Whitford v. North State Life Insurance

This is a motion to remove an action from CRAVEN to LENOIR for trial.

The admitted facts are:

(1) The plaintiff is G. A. Whitford, administrator of W. B. Burgess.

(2) The defendant is a domestic corporation, whose principal place of business is in Lenoir County.

(3) The action is to recover the amount of a life insurance policy.

(4) The intestate Burgess was a resident of Lenoir County at the time of his death.

(5) The plaintiff qualified as administrator in Lenoir County.

(6) The plaintiff, G. A. Whitford, is a resident of Craven County.

The motion was allowed, and the plaintiff excepted and appealed. The cause of action alleged in the complaint is not one of those provided for in section 419 of Revisal, which must be tried in the county "in which the subject of the action, or some (43) part thereof, is situated"; nor is it one of those mentioned in section 420 of Revisal, which are to be tried in the county "where the cause or some part thereof arose."

The section requiring actions against administrators to be instituted in the county where the bond of the administrator is given, has no application, because this is not an action against an administrator, but one brought by him.

As no provision is made elsewhere as to the place of trials of actions instituted by administrators, it follows that the controversy between the plaintiff and the defendant is dependent upon the construction of that part of section 424 of Revisal saying: "In all other cases the action *Page 36 shall be tried in the county in which the plaintiffs or the defendants, or any of them, shall reside at the commencement of the action."

The question is settled when we determine who are the parties to the record, because if G. A. Whitford is the party plaintiff, he is a resident of Craven and entitled to sue there.

In our opinion, by proper construction of section 424, in connection with section 421, he is the party plaintiff, and the addition of "administrator of W. B. Burgess" to his name is merely descriptive of his title or the capacity in which he sues. If this is not the correct view, and it was the intention of the Legislature that the place where letters of administration were taken out should determine the residence of the administrator, why is it that provision was not made in section 421 for actions by administrators as well as for actions against them?

The clear inference from the last section is that it was the purpose of the Legislature to make a distinction between actions by and against administrators, and when it is said that actions against administrators shall be brought in the county where the bond is filed, and nothing is said as to actions by administrators, it excludes the idea that actions instituted by the administrators are necessarily to be brought in the county in which letters are granted.

Rankin v. Allison, 64 N.C. 674, seems to be in accord with this view.
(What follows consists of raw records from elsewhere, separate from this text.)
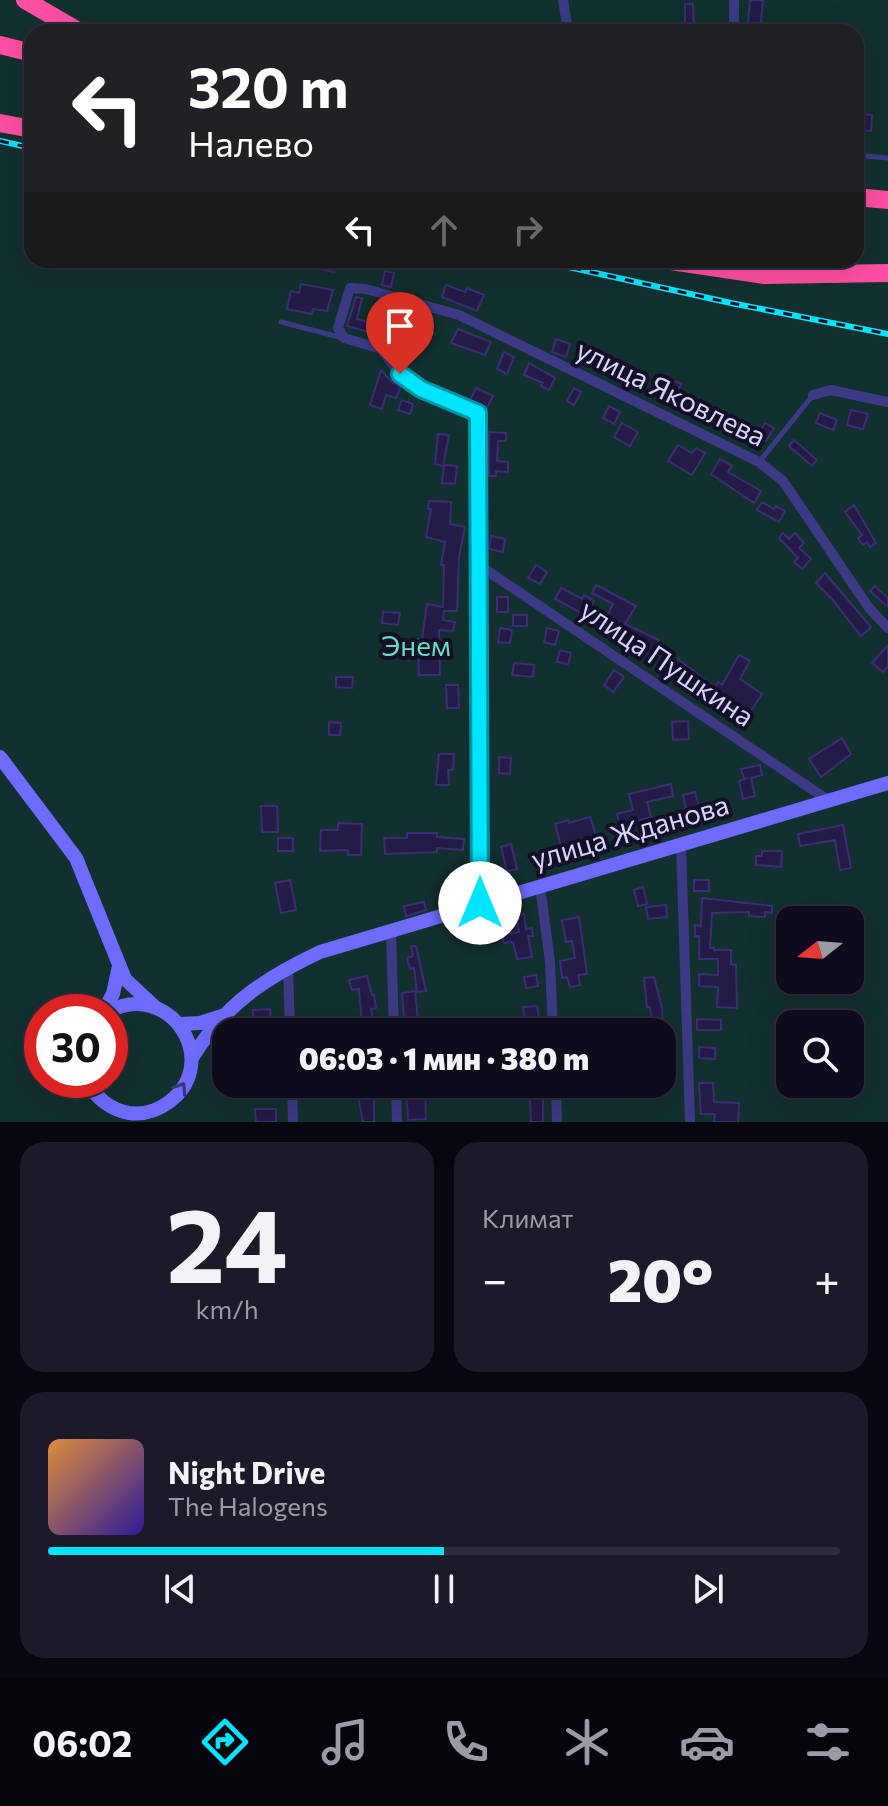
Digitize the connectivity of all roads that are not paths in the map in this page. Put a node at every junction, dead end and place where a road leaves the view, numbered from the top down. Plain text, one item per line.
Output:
1 (25, 0) edge
2 (563, 0) edge
3 (734, 0) edge
4 (66, 24) edge
5 (567, 24) edge
6 (734, 24) edge
7 (0, 45) edge
8 (24, 51) edge
9 (0, 123) edge
10 (24, 128) edge
11 (864, 156) edge
12 (888, 158) edge
13 (864, 198) edge
14 (888, 200) edge
15 (718, 268) edge
16 (888, 273) edge
17 (281, 322) dead end
18 (344, 338) junction
19 (813, 395) joint
20 (888, 402) edge
21 (759, 462) junction
22 (480, 566) junction
23 (888, 628) edge
24 (0, 757) edge
25 (888, 783) edge
26 (828, 800) junction
27 (681, 846) junction
28 (540, 886) junction
29 (480, 903) junction
30 (391, 932) junction
31 (119, 966) junction
32 (288, 967) junction
33 (113, 994) edge
34 (128, 1004) edge
35 (154, 1006) junction
36 (222, 1016) junction
37 (290, 1018) edge
38 (394, 1018) edge
39 (552, 1018) edge
40 (180, 1024) junction
41 (192, 1058) junction
42 (100, 1098) edge
43 (292, 1098) edge
44 (396, 1098) edge
45 (556, 1098) edge
46 (114, 1109) junction
47 (159, 1109) junction
48 (122, 1122) edge
49 (149, 1122) edge
50 (293, 1122) edge
51 (397, 1122) edge
52 (557, 1122) edge
53 (690, 1122) edge

1 - 4 highway
2 - 5 street
3 - 6 street
7 - 8 highway
9 - 10 highway
11 - 12 lane
13 - 14 highway
15 - 16 highway
17 - 18 lane
18 - 21 street, улица Яковлева
18 - 22 street
19 - 20 street
19 - 21 lane
21 - 23 street, улица Яковлева
22 - 26 street, улица Пушкина
22 - 29 street
24 - 31 street
25 - 26 street, улица Жданова
26 - 27 street, улица Жданова
27 - 28 street, улица Жданова
27 - 53 street
28 - 29 street, улица Жданова
28 - 39 street
29 - 30 street, улица Жданова
30 - 32 street, улица Жданова
30 - 38 street
31 - 33 street
31 - 35 street
32 - 36 street, улица Жданова
32 - 37 street
34 - 35 street
35 - 40 street
36 - 40 street
36 - 41 street, улица Жданова
40 - 41 street
47 -> 41 street, улица Жданова
42 - 46 street
43 - 50 street
44 - 51 street
45 - 52 street
46 - 47 street
46 - 48 street
47 - 49 street, улица Жданова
In that case the action was brought in Caldwell County in the name of Jesse Rankin, guardian of John S. McRorie, against two defendants, (44) one of whom was a nonresident of the State and the other a resident of Iredell County. The answer alleged that John S. McRorie was a resident of Iredell County at the commencement of the action. The Court treats the answer as an application for removal, and says: "We might regard the answer in this case as such an application; but then it does not allege that Rankin, the plaintiff of record, resides in Iredell County, and consequently, as for such a purpose the Court can only look to the parties of record, it could not be allowed." Here there is a direct statement that the Court can only look at the parties of record in deciding where the action shall be tried, and that Rankin, although suing as a guardian of John S. McRorie, was the plaintiff of record.

The same rule is stated in Cyc., vol. 18, p. 912, as follows: "Actions which are transitory and not local in their nature need not be brought by a personal representative in the county where the estate is being administered."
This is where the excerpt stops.